Material for the task —

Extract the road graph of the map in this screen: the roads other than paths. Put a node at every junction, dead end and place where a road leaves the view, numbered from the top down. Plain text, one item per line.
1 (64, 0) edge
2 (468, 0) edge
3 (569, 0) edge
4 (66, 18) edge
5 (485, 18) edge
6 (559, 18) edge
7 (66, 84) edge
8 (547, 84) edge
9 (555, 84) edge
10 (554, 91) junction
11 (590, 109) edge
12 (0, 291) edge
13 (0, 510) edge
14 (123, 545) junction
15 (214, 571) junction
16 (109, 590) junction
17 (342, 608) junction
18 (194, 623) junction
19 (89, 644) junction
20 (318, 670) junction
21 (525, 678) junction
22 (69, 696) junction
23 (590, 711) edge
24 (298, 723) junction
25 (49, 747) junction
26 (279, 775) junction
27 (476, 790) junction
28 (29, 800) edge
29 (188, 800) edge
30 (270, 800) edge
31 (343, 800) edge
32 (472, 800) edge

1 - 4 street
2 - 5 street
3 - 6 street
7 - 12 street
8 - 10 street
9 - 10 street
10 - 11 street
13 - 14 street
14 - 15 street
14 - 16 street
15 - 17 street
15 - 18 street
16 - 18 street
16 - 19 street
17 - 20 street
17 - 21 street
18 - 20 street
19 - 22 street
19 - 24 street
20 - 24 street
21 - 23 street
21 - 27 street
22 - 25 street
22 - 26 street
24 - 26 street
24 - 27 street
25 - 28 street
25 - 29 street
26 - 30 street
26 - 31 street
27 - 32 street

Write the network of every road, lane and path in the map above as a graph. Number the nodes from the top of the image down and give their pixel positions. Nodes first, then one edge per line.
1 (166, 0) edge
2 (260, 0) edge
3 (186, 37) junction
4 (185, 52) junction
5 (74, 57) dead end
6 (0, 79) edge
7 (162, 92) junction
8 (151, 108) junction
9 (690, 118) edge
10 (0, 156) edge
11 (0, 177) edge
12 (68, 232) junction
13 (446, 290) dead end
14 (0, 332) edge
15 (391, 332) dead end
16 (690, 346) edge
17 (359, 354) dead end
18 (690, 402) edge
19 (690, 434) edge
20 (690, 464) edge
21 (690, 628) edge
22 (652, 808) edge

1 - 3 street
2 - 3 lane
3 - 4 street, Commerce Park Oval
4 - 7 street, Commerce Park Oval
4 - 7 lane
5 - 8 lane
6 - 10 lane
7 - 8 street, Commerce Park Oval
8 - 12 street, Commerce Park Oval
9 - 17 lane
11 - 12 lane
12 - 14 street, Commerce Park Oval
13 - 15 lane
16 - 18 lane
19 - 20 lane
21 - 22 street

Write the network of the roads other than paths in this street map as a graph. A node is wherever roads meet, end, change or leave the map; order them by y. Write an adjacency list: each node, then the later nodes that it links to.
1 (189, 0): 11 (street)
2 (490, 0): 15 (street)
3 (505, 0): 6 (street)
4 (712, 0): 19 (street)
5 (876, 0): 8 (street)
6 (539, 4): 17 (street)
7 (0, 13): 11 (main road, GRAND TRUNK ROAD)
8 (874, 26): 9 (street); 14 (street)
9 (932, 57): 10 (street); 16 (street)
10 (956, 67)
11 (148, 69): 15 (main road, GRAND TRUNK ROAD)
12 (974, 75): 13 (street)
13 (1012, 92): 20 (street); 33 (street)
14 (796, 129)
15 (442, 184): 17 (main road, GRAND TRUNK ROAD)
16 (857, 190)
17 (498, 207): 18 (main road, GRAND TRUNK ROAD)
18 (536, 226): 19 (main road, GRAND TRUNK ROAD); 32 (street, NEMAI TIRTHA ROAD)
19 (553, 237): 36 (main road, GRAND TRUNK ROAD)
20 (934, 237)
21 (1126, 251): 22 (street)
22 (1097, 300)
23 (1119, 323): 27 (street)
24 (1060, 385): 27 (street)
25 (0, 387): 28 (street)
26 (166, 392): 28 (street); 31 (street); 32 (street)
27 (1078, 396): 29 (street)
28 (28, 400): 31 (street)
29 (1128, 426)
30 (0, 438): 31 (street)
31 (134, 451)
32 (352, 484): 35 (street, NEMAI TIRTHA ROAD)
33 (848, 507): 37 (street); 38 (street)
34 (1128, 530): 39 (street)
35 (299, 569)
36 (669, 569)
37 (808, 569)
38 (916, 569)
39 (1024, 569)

Task brief — Copy the records exactly, keeping every word in place.

Reply —
Extract the road graph of the map in this screen: the roads other than paths. Put a node at every junction, dead end and place where a road leaves the view, numbered from the top down. Plain text, one item per line.
1 (64, 0) edge
2 (468, 0) edge
3 (569, 0) edge
4 (66, 18) edge
5 (485, 18) edge
6 (559, 18) edge
7 (66, 84) edge
8 (547, 84) edge
9 (555, 84) edge
10 (554, 91) junction
11 (590, 109) edge
12 (0, 291) edge
13 (0, 510) edge
14 (123, 545) junction
15 (214, 571) junction
16 (109, 590) junction
17 (342, 608) junction
18 (194, 623) junction
19 (89, 644) junction
20 (318, 670) junction
21 (525, 678) junction
22 (69, 696) junction
23 (590, 711) edge
24 (298, 723) junction
25 (49, 747) junction
26 (279, 775) junction
27 (476, 790) junction
28 (29, 800) edge
29 (188, 800) edge
30 (270, 800) edge
31 (343, 800) edge
32 (472, 800) edge

1 - 4 street
2 - 5 street
3 - 6 street
7 - 12 street
8 - 10 street
9 - 10 street
10 - 11 street
13 - 14 street
14 - 15 street
14 - 16 street
15 - 17 street
15 - 18 street
16 - 18 street
16 - 19 street
17 - 20 street
17 - 21 street
18 - 20 street
19 - 22 street
19 - 24 street
20 - 24 street
21 - 23 street
21 - 27 street
22 - 25 street
22 - 26 street
24 - 26 street
24 - 27 street
25 - 28 street
25 - 29 street
26 - 30 street
26 - 31 street
27 - 32 street

Write the network of every road, lane and path in the map above as a graph. Number the nodes from the top of the image down and give their pixel positions. Nodes first, then one edge per line.
1 (166, 0) edge
2 (260, 0) edge
3 (186, 37) junction
4 (185, 52) junction
5 (74, 57) dead end
6 (0, 79) edge
7 (162, 92) junction
8 (151, 108) junction
9 (690, 118) edge
10 (0, 156) edge
11 (0, 177) edge
12 (68, 232) junction
13 (446, 290) dead end
14 (0, 332) edge
15 (391, 332) dead end
16 (690, 346) edge
17 (359, 354) dead end
18 (690, 402) edge
19 (690, 434) edge
20 (690, 464) edge
21 (690, 628) edge
22 (652, 808) edge

1 - 3 street
2 - 3 lane
3 - 4 street, Commerce Park Oval
4 - 7 street, Commerce Park Oval
4 - 7 lane
5 - 8 lane
6 - 10 lane
7 - 8 street, Commerce Park Oval
8 - 12 street, Commerce Park Oval
9 - 17 lane
11 - 12 lane
12 - 14 street, Commerce Park Oval
13 - 15 lane
16 - 18 lane
19 - 20 lane
21 - 22 street

Write the network of the roads other than paths in this street map as a graph. A node is wherever roads meet, end, change or leave the map; order them by y. Write an adjacency list: each node, then the later nodes that it links to.
1 (189, 0): 11 (street)
2 (490, 0): 15 (street)
3 (505, 0): 6 (street)
4 (712, 0): 19 (street)
5 (876, 0): 8 (street)
6 (539, 4): 17 (street)
7 (0, 13): 11 (main road, GRAND TRUNK ROAD)
8 (874, 26): 9 (street); 14 (street)
9 (932, 57): 10 (street); 16 (street)
10 (956, 67)
11 (148, 69): 15 (main road, GRAND TRUNK ROAD)
12 (974, 75): 13 (street)
13 (1012, 92): 20 (street); 33 (street)
14 (796, 129)
15 (442, 184): 17 (main road, GRAND TRUNK ROAD)
16 (857, 190)
17 (498, 207): 18 (main road, GRAND TRUNK ROAD)
18 (536, 226): 19 (main road, GRAND TRUNK ROAD); 32 (street, NEMAI TIRTHA ROAD)
19 (553, 237): 36 (main road, GRAND TRUNK ROAD)
20 (934, 237)
21 (1126, 251): 22 (street)
22 (1097, 300)
23 (1119, 323): 27 (street)
24 (1060, 385): 27 (street)
25 (0, 387): 28 (street)
26 (166, 392): 28 (street); 31 (street); 32 (street)
27 (1078, 396): 29 (street)
28 (28, 400): 31 (street)
29 (1128, 426)
30 (0, 438): 31 (street)
31 (134, 451)
32 (352, 484): 35 (street, NEMAI TIRTHA ROAD)
33 (848, 507): 37 (street); 38 (street)
34 (1128, 530): 39 (street)
35 (299, 569)
36 (669, 569)
37 (808, 569)
38 (916, 569)
39 (1024, 569)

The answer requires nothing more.